Hong Kong export shrinks due to trade war

Government statistics show that Hong Kong’s exports tumbled 5.7 per cent in July year on year amid the deepening US-China trade war.

Figures published by the Census and Statistics Department of Hong Kong showed that exports shrank to HKD338.6 billion (US$43 billion) while imports fell 8.7 per cent, to HKD370.8 billion, compared with the same month last year, resulting in a trade deficit of HKD32.2 billion in July.

A Hong Kong government spokesman said July’s performance was affected by a softening of global economic growth and US-China trade tensions, the SCMP reported.

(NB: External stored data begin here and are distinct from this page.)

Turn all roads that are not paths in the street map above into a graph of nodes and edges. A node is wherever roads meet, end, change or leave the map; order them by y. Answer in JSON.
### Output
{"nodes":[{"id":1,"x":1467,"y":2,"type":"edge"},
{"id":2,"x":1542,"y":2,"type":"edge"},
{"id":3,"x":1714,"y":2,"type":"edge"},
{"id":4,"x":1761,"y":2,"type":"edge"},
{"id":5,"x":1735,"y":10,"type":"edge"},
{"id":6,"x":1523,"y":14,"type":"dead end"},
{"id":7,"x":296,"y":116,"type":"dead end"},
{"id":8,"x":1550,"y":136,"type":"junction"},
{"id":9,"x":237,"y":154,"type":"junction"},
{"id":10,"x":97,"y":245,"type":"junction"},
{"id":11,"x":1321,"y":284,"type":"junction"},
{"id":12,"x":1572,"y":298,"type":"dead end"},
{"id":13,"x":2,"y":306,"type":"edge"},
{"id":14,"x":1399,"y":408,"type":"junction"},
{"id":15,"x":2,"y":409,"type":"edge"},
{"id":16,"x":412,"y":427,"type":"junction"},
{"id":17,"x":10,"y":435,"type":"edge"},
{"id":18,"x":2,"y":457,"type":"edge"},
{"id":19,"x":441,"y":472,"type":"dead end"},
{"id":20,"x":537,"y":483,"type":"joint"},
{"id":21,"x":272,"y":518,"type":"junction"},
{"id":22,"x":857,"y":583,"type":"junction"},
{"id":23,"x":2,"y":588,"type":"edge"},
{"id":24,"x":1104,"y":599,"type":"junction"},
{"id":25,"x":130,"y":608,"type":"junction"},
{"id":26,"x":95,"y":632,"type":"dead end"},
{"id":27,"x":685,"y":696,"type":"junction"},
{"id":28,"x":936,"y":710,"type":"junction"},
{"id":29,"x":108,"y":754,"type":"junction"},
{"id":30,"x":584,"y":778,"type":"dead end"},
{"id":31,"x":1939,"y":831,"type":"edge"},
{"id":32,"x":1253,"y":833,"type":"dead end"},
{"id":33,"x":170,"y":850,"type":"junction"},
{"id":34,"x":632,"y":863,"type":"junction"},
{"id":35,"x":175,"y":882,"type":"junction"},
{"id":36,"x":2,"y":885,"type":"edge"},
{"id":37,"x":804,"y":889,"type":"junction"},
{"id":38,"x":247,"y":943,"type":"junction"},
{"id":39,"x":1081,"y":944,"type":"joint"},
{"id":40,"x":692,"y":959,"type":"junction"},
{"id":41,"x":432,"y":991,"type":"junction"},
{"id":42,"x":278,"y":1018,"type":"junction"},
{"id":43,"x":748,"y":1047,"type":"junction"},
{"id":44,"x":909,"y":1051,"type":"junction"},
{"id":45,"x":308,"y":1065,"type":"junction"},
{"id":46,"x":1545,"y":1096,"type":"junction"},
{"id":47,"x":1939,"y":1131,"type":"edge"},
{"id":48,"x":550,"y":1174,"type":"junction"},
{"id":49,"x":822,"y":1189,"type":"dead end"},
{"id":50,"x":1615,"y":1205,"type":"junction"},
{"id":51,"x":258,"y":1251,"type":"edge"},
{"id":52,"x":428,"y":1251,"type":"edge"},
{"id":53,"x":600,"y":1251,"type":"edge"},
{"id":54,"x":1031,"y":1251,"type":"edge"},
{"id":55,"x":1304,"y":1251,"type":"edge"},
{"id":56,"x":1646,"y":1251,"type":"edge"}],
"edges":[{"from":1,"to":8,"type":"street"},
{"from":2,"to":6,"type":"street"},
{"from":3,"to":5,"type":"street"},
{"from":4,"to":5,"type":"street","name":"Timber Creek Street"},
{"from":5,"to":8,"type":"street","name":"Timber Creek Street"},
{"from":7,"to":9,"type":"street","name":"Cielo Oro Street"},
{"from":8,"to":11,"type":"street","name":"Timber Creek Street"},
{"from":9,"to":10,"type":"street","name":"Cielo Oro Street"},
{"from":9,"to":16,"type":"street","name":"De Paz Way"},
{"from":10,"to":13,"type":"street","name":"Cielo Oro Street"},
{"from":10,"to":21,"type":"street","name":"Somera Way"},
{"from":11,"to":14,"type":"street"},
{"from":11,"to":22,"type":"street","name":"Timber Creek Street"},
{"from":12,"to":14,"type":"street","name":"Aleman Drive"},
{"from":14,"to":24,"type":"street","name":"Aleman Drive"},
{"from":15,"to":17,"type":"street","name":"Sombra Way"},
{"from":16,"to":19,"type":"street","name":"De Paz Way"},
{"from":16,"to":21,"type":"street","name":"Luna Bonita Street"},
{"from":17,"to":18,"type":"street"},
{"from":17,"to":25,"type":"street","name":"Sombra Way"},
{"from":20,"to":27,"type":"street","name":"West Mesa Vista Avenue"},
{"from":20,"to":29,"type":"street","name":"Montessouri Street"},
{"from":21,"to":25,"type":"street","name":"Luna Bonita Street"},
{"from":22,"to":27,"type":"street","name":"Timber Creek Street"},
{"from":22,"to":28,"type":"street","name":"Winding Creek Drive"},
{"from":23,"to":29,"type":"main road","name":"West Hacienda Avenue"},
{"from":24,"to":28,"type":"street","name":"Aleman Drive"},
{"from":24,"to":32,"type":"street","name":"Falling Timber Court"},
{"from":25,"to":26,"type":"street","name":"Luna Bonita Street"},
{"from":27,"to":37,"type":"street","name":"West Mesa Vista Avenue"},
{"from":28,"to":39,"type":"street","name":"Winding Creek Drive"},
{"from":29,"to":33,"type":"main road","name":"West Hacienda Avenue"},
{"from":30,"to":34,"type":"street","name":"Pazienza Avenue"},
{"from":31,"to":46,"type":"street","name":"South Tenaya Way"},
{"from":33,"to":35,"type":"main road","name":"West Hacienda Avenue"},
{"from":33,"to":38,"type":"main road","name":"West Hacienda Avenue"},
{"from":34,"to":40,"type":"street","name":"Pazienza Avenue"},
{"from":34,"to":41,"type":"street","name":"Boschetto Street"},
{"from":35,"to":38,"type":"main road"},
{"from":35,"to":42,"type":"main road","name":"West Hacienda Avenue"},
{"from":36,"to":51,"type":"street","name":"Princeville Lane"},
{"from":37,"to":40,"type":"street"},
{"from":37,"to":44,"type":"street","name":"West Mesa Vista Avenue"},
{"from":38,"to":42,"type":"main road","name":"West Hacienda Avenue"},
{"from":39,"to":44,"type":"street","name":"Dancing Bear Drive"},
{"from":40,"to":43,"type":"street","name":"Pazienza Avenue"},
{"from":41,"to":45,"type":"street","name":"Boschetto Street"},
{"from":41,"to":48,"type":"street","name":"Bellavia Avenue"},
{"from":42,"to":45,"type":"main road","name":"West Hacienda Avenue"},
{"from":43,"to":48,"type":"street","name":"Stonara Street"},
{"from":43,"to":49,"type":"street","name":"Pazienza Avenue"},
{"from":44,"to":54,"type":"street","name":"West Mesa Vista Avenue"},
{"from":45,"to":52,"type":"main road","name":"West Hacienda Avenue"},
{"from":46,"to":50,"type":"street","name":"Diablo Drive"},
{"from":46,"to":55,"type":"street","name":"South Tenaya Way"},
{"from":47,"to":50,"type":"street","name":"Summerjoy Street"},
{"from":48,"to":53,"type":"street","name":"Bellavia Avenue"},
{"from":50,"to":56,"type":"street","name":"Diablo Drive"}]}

“In the face of the difficult external environment and the further escalation of US-mainland trade tensions in September, Hong Kong’s near-term export performance should remain sluggish or may even weaken further,” the government spokesman warned.

President of the Hong Kong General Chamber of Small and Medium Business, Joe Chau Kwok-ming, said the city’s exports would keep rolling downhill during the rest of the year.

“I am pessimistic about the coming months,” he said. “The trade row has got worse and worse in the past week and tariffs are getting higher and higher.”

Mr Chau said US importers bargained hard with Hong Kong exporters operating across the border especially as the yuan had sharply weakened against the US dollar.

Although the Hong Kong government announced earlier this month it would offer relief measures to businesses and residents, Mr Chau said these would provide only short-term support.

“The measures may quench the thirst immediately and temporarily,” he said. “Companies need time to open up new markets, which may take at least one or two years.”

In the first seven months, Hong Kong exports shrank 3.9 per cent while imports decreased 5.1 per cent year on year.

In July, Hong Kong exports to the US dropped 10.3 per cent, fell 13 per cent to Germany and 5.5 per cent to Asian markets compared with the same month last year.